Even though she’s still only in her 20s, Asmâa embodies the essence of this tradition, as can be heard on L’Bnat’s opening track. As the bluesy, pentatonic twang of the gimbri kicks off, Asmâa proclaims ‘Gnawa!’ while her group join in with call-and-response vocals, underpinned by skittering qaraqabs. The tracks are predominantly named after women, so there’s ‘Mira’ and ‘Malika’ (both princesses), and ‘Aicha’ who, as well as being a revered female saint, like Mira, was also sister to the late King Hassan II, a champion of women’s rights in Morocco and an ambassador to the UK in the 60s. All the names are prefixed by ‘Lalla’, an Amazigh word used to address women, similar to ‘Your Highness’ or ‘Madame’. It’s a celebration of all women, Aicha tells me, except for the final bonus track ‘Sadati’, which pays homage to the late maalem Mahmoud Gania (or Guinea), an iconic Gnawa music figure, who died in 2015. He sang this on his last album, Colours of the Night (released in 2017), and invited Asmâa and her band to sing the backing vocals. “He was an inspiration to Asmâa and gave us the conviction to perform, despite the fact that we’re women,” explains Aicha. “This was our way to say thank you.”

There’s a synaesthetic quality about the music that conjures up images of people dancing in trance, musicians in bright tunics adorned with cowrie shells, twirling tassels on their caps along to a sound that increases in tempo and intensity.

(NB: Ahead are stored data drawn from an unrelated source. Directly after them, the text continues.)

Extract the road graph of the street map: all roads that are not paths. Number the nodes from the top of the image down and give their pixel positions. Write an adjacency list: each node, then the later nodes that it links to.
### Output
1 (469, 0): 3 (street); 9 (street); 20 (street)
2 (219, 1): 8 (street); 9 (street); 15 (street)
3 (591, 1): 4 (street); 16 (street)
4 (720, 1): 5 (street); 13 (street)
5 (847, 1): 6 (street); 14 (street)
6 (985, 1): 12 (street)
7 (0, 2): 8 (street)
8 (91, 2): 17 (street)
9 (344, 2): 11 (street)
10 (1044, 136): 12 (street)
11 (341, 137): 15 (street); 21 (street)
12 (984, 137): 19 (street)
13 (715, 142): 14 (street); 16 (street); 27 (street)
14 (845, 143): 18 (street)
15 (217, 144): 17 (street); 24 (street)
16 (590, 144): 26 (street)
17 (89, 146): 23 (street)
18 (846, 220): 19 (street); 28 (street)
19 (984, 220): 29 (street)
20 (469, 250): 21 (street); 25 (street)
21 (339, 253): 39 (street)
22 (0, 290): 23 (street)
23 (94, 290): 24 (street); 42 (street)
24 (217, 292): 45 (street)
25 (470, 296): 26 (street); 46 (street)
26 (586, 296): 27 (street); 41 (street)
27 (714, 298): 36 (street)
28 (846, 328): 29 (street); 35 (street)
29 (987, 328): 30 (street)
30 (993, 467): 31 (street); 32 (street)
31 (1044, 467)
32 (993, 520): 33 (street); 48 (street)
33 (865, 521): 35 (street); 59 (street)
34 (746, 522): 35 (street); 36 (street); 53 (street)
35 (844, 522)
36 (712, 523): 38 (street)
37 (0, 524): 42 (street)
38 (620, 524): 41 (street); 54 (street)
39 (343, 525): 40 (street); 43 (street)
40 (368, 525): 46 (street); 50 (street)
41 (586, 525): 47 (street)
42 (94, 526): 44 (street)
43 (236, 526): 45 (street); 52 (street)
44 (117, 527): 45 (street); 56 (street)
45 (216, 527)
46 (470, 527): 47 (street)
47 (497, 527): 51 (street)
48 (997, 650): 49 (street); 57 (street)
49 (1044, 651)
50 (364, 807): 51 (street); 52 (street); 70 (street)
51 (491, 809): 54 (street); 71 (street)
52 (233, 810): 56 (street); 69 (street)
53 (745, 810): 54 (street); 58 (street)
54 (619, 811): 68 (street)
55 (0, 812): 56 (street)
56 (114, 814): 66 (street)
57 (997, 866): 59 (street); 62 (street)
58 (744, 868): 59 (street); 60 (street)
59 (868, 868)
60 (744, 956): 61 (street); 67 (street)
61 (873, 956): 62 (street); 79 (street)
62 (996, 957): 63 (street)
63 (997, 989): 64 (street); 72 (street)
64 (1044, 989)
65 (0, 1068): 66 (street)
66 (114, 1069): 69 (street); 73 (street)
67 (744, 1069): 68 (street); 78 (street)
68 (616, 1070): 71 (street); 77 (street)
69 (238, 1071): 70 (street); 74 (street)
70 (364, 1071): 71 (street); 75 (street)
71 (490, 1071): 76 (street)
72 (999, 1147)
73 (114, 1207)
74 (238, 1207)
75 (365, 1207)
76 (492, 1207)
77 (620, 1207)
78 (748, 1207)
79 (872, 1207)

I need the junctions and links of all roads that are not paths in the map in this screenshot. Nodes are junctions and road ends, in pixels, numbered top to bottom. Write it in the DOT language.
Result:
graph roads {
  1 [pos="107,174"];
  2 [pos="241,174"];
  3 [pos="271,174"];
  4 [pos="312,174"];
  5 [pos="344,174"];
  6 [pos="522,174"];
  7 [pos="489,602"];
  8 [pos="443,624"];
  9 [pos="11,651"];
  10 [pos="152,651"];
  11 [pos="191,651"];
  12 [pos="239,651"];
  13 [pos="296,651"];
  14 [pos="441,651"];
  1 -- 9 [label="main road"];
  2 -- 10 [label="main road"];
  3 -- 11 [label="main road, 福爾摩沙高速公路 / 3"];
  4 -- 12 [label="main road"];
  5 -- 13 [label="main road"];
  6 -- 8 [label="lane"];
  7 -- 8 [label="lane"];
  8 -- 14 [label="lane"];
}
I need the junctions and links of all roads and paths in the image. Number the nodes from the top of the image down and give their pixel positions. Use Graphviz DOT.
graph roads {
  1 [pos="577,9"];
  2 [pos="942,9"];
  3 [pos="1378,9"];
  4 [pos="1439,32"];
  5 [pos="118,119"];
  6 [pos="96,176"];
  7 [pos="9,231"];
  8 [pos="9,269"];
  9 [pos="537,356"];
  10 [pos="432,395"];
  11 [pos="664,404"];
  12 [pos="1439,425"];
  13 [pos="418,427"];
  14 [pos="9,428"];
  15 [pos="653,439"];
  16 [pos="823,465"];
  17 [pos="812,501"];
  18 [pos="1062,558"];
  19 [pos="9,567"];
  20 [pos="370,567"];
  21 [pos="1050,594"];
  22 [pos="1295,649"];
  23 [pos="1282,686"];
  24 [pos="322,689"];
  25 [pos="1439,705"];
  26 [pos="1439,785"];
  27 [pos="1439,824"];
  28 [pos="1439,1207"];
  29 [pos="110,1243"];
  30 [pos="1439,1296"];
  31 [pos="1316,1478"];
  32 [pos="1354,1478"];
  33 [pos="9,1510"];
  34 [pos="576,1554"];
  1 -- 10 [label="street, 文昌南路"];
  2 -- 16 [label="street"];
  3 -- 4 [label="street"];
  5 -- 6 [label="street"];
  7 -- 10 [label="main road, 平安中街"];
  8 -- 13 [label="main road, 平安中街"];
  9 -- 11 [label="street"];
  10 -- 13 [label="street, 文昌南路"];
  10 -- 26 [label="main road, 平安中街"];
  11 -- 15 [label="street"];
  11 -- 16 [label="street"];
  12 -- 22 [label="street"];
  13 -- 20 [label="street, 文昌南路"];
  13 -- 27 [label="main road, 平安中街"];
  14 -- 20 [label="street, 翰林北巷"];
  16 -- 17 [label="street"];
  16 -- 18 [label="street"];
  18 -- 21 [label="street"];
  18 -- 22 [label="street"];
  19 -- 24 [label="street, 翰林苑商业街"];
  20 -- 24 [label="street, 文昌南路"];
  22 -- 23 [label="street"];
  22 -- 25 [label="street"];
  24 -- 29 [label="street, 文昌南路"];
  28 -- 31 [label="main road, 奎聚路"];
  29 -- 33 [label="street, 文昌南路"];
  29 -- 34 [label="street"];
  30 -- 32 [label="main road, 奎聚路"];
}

Different colours are associated with different spirits, especially during the lila. As Aicha explains, their last album was black in colour due to Gnawa’s slavery roots. L’Bnat, she says, is full of colour, especially yellow (for energy) and green (associated with nature and royalty). She also reminds me that her sister really is the whole package: Asmâa sings, dances, plays the gimbri and partakes in the lila as a maalma – just like her father, and all the great maalems before her. Now Asmâa and her sisterhood are ready to remind audiences that it’s not just about the patriarchy, as, to quote another great singer, the sisters are doing it for themselves.